**WHAT THE TASK ASKS:**
Among the entries below, how many lines include the string "main"? Answer with only the number.

**RECORDS FOR PROCESSING:**
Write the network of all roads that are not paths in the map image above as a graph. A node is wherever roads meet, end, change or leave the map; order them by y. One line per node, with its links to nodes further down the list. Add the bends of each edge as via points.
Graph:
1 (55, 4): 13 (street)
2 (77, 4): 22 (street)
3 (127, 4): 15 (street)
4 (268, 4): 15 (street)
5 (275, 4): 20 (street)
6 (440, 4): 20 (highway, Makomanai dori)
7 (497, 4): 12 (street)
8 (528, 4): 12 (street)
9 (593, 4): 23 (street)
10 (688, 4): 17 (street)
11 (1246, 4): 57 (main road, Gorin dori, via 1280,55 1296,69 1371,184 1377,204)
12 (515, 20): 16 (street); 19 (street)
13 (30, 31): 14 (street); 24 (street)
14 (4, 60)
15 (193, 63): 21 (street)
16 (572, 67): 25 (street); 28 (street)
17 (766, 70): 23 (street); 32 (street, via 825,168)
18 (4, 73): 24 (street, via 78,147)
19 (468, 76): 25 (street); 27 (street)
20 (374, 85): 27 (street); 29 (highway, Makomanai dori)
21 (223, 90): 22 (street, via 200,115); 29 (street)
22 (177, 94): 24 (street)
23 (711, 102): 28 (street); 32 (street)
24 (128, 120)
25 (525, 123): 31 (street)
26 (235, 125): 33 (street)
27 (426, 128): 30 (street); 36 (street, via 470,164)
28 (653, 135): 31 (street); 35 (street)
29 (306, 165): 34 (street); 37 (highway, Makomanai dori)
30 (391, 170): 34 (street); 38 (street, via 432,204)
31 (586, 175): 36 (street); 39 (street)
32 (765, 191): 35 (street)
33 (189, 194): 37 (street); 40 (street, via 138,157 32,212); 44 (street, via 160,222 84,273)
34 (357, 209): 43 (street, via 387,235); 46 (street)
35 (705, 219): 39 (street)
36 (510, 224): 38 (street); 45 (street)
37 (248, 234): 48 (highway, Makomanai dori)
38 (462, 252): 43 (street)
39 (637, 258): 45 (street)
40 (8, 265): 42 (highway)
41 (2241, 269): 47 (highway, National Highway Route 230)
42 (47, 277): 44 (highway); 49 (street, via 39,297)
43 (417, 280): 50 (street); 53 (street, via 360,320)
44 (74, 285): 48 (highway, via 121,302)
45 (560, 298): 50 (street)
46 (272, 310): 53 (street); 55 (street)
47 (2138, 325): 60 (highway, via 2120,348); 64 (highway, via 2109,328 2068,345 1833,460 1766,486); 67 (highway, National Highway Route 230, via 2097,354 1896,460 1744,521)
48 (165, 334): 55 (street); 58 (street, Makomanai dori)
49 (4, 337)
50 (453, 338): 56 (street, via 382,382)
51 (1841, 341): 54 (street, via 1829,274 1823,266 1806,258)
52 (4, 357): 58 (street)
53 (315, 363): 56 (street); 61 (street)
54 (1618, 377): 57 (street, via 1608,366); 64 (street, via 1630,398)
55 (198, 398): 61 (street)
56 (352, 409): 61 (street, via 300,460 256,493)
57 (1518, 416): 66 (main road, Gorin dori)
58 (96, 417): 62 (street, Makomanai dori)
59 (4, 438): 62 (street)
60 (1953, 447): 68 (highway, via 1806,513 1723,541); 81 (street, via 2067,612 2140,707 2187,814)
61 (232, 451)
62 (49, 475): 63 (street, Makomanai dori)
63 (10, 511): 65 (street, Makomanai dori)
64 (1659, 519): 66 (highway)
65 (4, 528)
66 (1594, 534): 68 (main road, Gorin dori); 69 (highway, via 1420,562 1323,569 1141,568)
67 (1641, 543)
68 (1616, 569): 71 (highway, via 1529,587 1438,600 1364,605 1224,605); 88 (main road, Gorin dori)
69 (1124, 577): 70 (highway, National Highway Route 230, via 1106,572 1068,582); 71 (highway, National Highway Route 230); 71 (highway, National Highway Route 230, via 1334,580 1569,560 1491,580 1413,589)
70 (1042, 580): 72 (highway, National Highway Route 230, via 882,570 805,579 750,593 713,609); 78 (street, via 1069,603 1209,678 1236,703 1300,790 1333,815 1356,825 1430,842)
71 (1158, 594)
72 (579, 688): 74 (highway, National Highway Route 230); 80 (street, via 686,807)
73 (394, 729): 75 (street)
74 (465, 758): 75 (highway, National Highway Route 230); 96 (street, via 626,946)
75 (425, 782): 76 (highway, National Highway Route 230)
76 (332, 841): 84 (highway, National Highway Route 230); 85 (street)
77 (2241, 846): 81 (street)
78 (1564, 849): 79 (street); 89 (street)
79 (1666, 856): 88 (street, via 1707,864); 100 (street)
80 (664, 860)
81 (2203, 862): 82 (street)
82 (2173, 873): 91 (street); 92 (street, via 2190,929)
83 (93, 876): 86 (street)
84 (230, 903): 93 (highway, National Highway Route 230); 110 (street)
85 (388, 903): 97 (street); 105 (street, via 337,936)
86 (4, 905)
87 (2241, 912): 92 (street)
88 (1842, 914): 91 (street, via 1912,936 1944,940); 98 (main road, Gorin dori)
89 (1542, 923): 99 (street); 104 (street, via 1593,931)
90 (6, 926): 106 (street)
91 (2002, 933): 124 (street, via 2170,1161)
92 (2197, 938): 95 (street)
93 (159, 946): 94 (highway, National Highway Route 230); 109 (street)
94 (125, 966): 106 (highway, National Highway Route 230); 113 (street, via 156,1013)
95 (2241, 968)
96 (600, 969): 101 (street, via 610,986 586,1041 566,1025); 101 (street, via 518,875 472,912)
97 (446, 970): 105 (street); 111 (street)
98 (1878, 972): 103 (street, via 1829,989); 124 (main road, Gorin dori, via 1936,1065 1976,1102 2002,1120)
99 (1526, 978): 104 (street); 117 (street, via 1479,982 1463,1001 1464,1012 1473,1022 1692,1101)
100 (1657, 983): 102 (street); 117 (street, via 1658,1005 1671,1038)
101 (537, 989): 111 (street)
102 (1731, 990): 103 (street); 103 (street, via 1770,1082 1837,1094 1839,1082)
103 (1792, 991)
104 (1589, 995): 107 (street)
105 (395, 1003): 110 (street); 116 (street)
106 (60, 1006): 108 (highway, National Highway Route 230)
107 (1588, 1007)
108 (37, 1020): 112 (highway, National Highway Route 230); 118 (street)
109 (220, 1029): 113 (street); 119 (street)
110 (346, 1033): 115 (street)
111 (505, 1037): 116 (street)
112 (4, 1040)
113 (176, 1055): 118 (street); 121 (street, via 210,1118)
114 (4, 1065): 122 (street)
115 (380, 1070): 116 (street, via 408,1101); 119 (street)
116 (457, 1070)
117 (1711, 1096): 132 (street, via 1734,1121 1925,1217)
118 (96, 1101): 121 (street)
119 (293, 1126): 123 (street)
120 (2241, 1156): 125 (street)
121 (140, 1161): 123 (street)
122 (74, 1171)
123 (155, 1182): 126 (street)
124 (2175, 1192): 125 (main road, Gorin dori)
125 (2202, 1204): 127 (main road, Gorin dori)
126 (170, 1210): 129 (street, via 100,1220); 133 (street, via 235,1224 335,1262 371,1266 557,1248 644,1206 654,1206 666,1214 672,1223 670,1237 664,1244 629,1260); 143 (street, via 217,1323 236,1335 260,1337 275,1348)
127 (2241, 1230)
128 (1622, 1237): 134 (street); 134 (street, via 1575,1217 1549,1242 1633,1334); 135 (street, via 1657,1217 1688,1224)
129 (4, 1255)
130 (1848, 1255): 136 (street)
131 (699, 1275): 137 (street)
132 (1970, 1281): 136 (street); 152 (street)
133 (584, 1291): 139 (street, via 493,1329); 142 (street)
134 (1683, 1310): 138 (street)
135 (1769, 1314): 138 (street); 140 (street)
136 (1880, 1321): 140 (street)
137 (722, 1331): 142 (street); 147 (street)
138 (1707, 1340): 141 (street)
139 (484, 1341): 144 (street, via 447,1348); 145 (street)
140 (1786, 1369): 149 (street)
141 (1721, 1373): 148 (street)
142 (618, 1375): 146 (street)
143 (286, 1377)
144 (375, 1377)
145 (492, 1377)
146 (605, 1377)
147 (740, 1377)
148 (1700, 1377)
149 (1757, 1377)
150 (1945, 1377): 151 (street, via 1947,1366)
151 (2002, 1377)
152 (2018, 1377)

**EXPECTED ANSWER:**
8